Keller had a one-bedroom apartment on the nineteenth floor. He could look out his window and see the UN building, the East River, the borough of Queens. On the first Sunday in November he could watch the runners streaming across the Queensboro Bridge, just a couple of miles past the midpoint of the New York marathon.
It was a spectacle Keller tried not to miss. He would sit at his window for hours while thousands of them passed through his field of vision, first the world-class runners, then the middle-of-the-pack plodders, and finally the slowest of the slo
w, some walking, some hobbling. They started in Staten Island and finished in Central Park, and all he saw was a few hundred yards of their ordeal as they made their way over the bridge into Manhattan. Sooner or later the sight always moved him to tears, although he could not have said why.
Maybe it was something to talk about with Breen.
It was a woman who had led him to the therapist’s couch, an aerobics instructor named Donna. Keller had met her at the gym. They’d had a couple of dates, and had been to bed a couple of times, enough to establish their sexual incompatibility. Keller still went to the same gym two or three times a week to raise and lower heavy metal objects, and when he ran into her they were friendly.
One time, just back from a trip somewhere, he must have rattled on about what a nice town it was. “Keller,” she said, “if there was ever a born New Yorker, you’re it. You know that, don’t you?”
“I suppose so.”
“But you’ve got this fantasy, living the good life in Elephant, Montana. Every place you go, you dream up a whole life to go with it.”
“Is that bad?”
“Who’s saying it’s bad? But I bet you could have fun with it in therapy.”

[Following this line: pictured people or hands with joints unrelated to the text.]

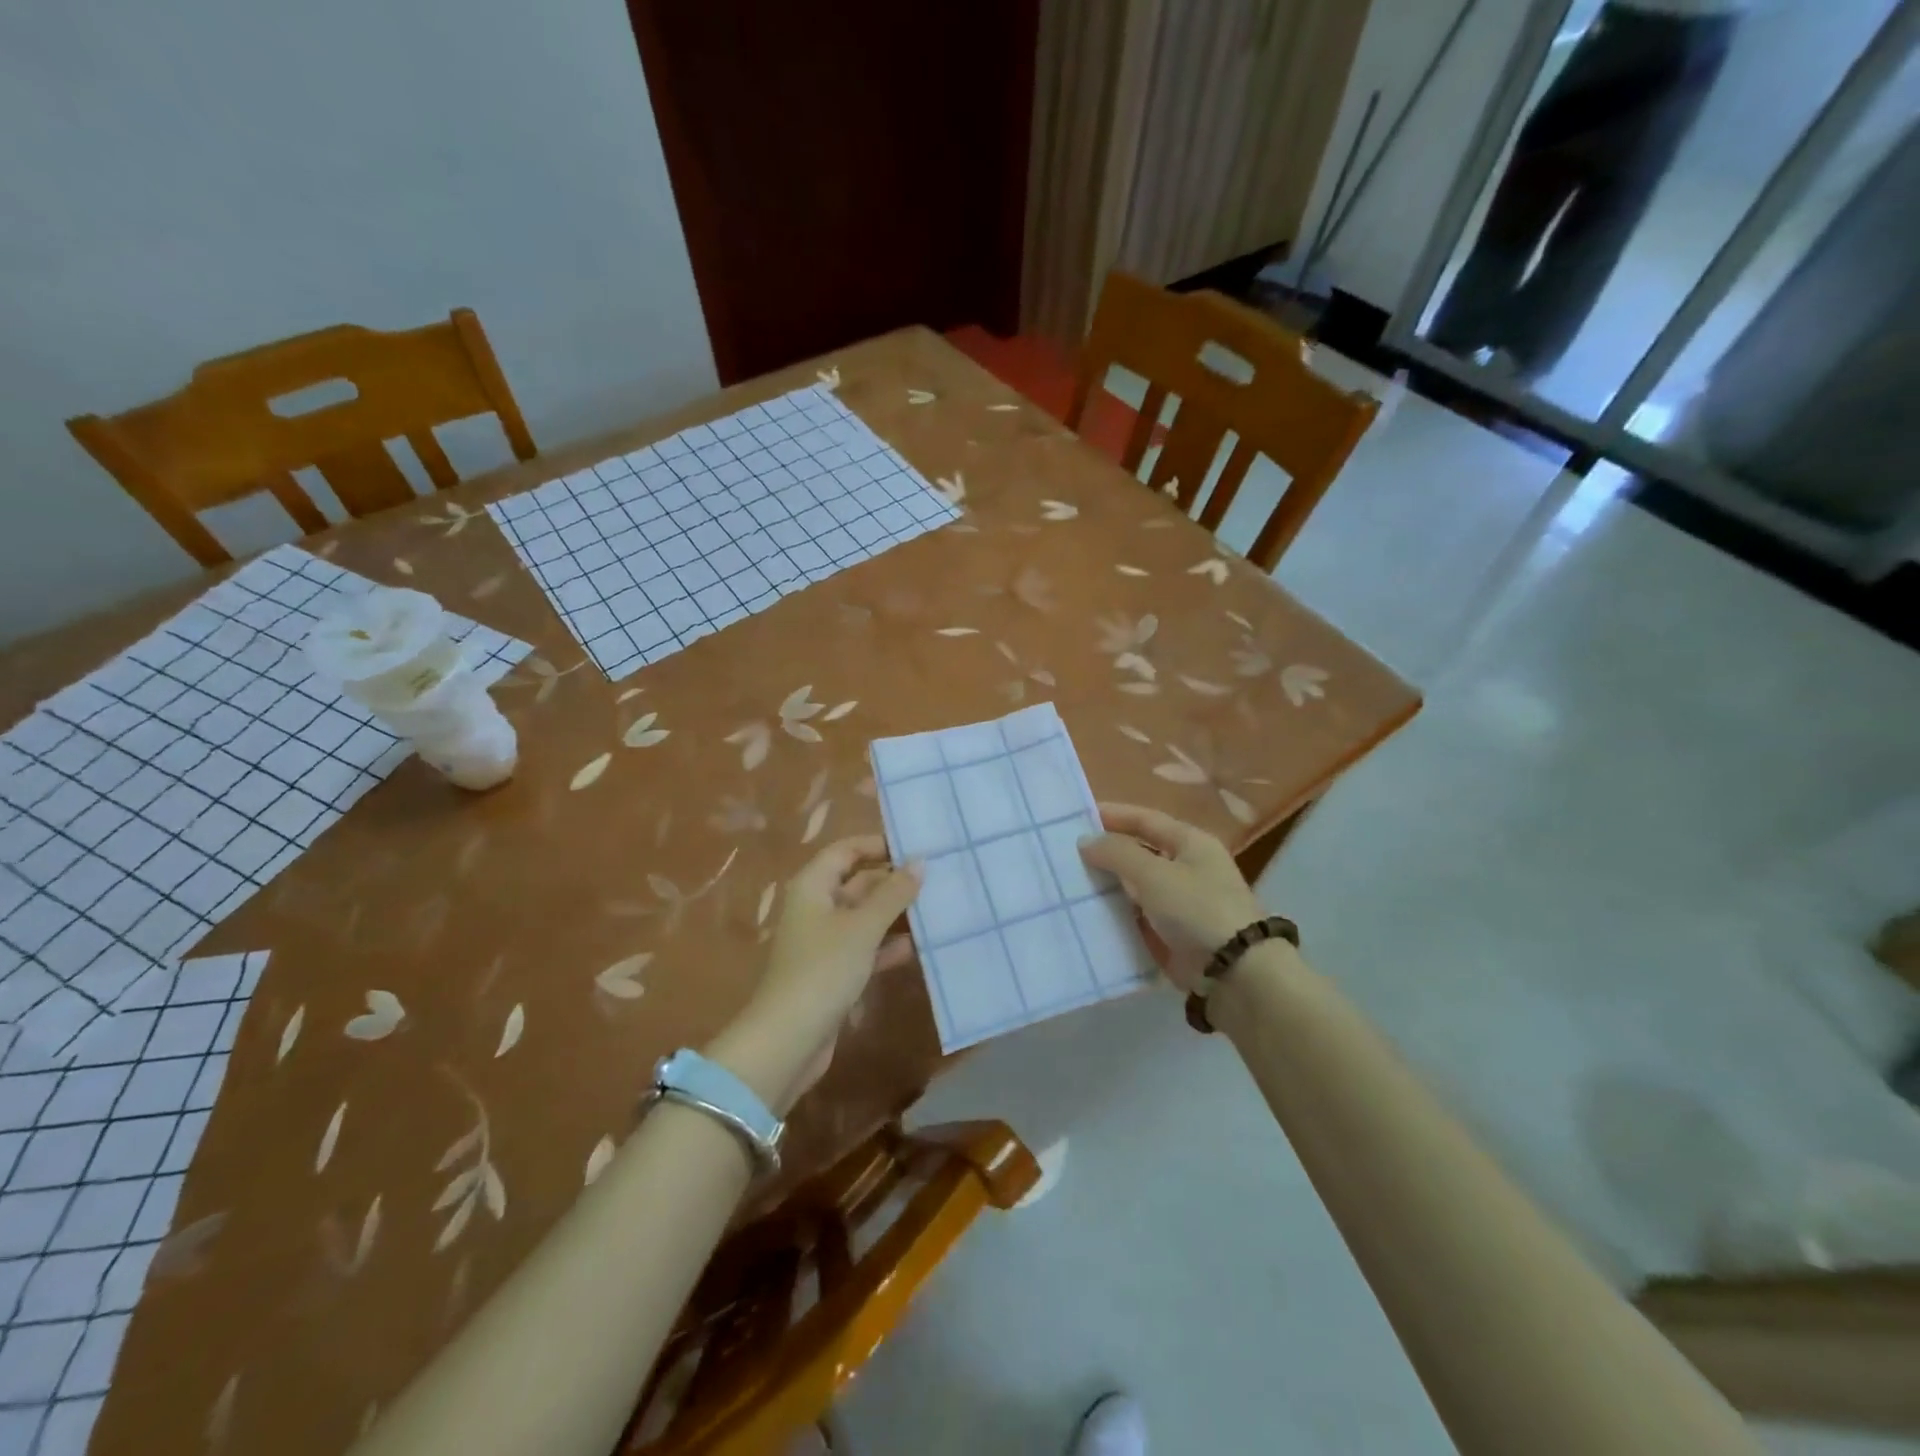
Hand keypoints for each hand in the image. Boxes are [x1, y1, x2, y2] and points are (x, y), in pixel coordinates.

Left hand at [710, 836, 920, 1112]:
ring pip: (865, 916)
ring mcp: (824, 941)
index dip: (877, 845)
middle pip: (858, 882)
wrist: (789, 1039)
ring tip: (937, 908)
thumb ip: (893, 893)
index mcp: (813, 886)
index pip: (846, 850)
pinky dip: (888, 945)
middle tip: (937, 879)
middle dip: (893, 881)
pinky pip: (865, 946)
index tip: (915, 848)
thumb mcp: (863, 926)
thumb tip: (919, 861)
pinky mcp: (834, 971)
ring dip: (895, 914)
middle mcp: (816, 907)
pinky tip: (919, 946)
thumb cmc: (823, 969)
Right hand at [1078, 802, 1266, 992]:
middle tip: (1065, 852)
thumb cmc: (1197, 909)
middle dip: (1106, 852)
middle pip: (1139, 852)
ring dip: (1107, 885)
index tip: (1076, 816)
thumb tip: (1086, 841)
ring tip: (1069, 882)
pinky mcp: (1173, 933)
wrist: (1235, 972)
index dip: (1113, 815)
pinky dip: (1115, 913)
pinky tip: (1087, 913)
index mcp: (1191, 843)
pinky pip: (1137, 916)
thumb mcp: (1154, 874)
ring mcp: (1180, 902)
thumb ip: (1117, 853)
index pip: (1145, 820)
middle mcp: (1187, 868)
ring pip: (1135, 886)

“You think I need to be in therapy?”
“I think you’d get a lot out of therapy,” she said. “Look, you come here, right? You climb the Stair Monster, you use the Nautilus.”
“Mostly free weights.”
“Whatever. You don’t do this because you’re a physical wreck.”
“I do it to stay in shape.”
“And because it makes you feel good.”
“So?”
“So I see you as all closed in and trying to reach out,” she said. “Going all over the country and getting real estate agents to show you houses you’re not going to buy.”
“That was a couple of times. And what’s so bad about it, anyway? It passes the time.”